> TASK PROMPT: Among the entries that follow, find every line with the word "ДОРОЖНАЯ" and list it.

> RECORD EXCERPTS:
______________________________
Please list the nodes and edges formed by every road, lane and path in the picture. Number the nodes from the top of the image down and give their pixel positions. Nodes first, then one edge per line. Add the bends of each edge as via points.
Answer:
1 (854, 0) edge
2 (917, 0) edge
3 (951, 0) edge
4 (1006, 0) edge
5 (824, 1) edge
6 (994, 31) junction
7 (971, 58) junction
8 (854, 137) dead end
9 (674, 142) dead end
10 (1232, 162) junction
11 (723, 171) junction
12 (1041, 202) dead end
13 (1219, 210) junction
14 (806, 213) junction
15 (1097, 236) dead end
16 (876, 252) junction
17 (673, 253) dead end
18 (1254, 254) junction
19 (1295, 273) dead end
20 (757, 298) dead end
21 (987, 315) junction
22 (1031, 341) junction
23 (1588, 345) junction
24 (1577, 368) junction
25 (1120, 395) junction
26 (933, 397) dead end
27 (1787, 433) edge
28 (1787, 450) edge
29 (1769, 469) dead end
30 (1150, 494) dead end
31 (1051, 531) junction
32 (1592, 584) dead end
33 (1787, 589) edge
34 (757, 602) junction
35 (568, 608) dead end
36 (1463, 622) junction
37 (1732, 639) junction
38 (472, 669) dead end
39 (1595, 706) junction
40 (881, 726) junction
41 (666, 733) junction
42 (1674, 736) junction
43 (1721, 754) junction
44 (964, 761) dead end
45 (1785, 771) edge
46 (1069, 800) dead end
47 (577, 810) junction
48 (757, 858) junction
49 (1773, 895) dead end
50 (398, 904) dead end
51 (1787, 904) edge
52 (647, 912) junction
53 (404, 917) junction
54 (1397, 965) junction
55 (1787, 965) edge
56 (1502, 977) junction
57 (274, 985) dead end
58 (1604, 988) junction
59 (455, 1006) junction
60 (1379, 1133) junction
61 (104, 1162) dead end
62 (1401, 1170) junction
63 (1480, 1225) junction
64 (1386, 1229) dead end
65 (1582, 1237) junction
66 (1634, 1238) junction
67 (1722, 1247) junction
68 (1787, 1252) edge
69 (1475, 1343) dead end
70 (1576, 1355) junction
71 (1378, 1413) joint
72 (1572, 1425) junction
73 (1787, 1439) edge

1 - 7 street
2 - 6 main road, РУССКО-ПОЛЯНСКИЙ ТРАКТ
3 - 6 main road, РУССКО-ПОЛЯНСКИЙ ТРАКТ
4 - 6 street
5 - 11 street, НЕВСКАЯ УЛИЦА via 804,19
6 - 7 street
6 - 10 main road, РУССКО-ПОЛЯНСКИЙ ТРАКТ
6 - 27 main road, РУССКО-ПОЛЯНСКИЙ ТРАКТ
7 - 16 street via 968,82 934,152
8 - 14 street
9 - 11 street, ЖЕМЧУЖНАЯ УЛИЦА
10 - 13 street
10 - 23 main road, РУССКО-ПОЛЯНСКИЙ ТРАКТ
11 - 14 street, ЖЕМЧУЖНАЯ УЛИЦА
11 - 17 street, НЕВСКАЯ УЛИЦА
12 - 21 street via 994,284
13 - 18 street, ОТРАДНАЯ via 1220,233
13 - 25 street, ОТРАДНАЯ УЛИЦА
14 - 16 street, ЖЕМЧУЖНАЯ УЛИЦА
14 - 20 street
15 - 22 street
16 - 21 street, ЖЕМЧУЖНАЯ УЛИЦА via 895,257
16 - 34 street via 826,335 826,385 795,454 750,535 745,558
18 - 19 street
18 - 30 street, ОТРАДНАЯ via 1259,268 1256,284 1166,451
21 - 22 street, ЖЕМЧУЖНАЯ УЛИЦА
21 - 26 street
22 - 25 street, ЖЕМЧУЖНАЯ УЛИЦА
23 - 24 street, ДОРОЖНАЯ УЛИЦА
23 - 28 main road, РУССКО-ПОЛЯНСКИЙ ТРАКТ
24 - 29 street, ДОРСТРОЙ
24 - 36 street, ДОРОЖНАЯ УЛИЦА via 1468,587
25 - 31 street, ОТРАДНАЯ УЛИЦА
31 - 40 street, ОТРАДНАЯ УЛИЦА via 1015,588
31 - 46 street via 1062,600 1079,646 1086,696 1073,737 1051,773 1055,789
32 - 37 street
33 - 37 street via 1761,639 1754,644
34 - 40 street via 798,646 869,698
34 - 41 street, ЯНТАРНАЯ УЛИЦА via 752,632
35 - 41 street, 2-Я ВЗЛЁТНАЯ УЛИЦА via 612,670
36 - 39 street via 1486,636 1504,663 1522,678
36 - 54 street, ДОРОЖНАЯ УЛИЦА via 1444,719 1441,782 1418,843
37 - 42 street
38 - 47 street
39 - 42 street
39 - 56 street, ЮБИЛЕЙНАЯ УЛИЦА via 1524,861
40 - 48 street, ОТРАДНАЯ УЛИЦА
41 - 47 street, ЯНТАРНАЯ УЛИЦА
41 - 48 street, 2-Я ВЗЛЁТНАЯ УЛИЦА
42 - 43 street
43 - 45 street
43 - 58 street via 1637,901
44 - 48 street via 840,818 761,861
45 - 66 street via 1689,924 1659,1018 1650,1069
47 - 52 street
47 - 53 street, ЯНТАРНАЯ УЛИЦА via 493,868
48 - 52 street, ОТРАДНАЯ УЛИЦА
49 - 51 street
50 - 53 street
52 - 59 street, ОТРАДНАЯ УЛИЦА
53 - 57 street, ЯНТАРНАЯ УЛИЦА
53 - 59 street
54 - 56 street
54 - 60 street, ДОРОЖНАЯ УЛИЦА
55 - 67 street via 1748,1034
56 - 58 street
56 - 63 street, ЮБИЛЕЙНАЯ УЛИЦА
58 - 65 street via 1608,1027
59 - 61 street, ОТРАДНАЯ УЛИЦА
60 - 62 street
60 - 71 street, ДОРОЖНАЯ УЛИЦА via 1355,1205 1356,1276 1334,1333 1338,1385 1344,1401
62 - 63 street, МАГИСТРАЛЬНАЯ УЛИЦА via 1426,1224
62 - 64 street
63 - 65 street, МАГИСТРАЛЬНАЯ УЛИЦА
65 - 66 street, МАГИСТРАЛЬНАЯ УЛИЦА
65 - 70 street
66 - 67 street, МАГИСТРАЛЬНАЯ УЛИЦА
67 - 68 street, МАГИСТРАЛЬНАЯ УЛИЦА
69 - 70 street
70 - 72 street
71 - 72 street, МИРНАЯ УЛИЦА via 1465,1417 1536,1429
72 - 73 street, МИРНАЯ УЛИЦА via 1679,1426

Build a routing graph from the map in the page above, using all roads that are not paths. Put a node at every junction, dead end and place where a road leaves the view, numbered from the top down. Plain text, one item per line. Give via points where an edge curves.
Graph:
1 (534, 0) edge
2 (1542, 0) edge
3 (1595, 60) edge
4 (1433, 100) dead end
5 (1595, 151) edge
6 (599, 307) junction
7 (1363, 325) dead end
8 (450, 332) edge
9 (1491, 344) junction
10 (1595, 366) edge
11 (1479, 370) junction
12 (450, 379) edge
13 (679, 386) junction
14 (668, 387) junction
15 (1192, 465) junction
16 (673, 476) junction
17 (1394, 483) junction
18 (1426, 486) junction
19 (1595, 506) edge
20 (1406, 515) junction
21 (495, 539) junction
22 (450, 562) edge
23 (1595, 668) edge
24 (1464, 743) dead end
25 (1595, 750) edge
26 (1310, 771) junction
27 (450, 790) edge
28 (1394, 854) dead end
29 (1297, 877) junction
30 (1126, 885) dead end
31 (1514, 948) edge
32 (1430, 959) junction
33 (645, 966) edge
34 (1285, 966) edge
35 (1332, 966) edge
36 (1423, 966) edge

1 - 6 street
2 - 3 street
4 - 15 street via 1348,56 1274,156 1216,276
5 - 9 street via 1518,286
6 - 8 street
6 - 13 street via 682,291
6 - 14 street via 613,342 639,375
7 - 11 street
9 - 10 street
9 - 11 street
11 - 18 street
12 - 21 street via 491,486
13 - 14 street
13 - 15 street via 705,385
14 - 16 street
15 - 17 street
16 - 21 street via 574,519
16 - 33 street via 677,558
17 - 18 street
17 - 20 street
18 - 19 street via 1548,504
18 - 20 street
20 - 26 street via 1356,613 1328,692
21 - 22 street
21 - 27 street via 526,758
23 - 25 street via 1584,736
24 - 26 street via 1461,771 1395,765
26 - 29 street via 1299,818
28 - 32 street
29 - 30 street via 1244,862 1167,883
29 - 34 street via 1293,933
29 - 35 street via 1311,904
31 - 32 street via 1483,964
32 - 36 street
______________________________
> SOLUTION FOR THIS TASK:
23 - 24 street, ДОРОЖНАЯ УЛИЦА
24 - 36 street, ДОРОЖНАЯ УЛИЦА via 1468,587
36 - 54 street, ДОРОЖНАЯ УЛИЦА via 1444,719 1441,782 1418,843
54 - 60 street, ДОРОЖНАЯ УЛИЦА
60 - 71 street, ДОРОЖНАЯ УЛИЦА via 1355,1205 1356,1276 1334,1333 1338,1385 1344,1401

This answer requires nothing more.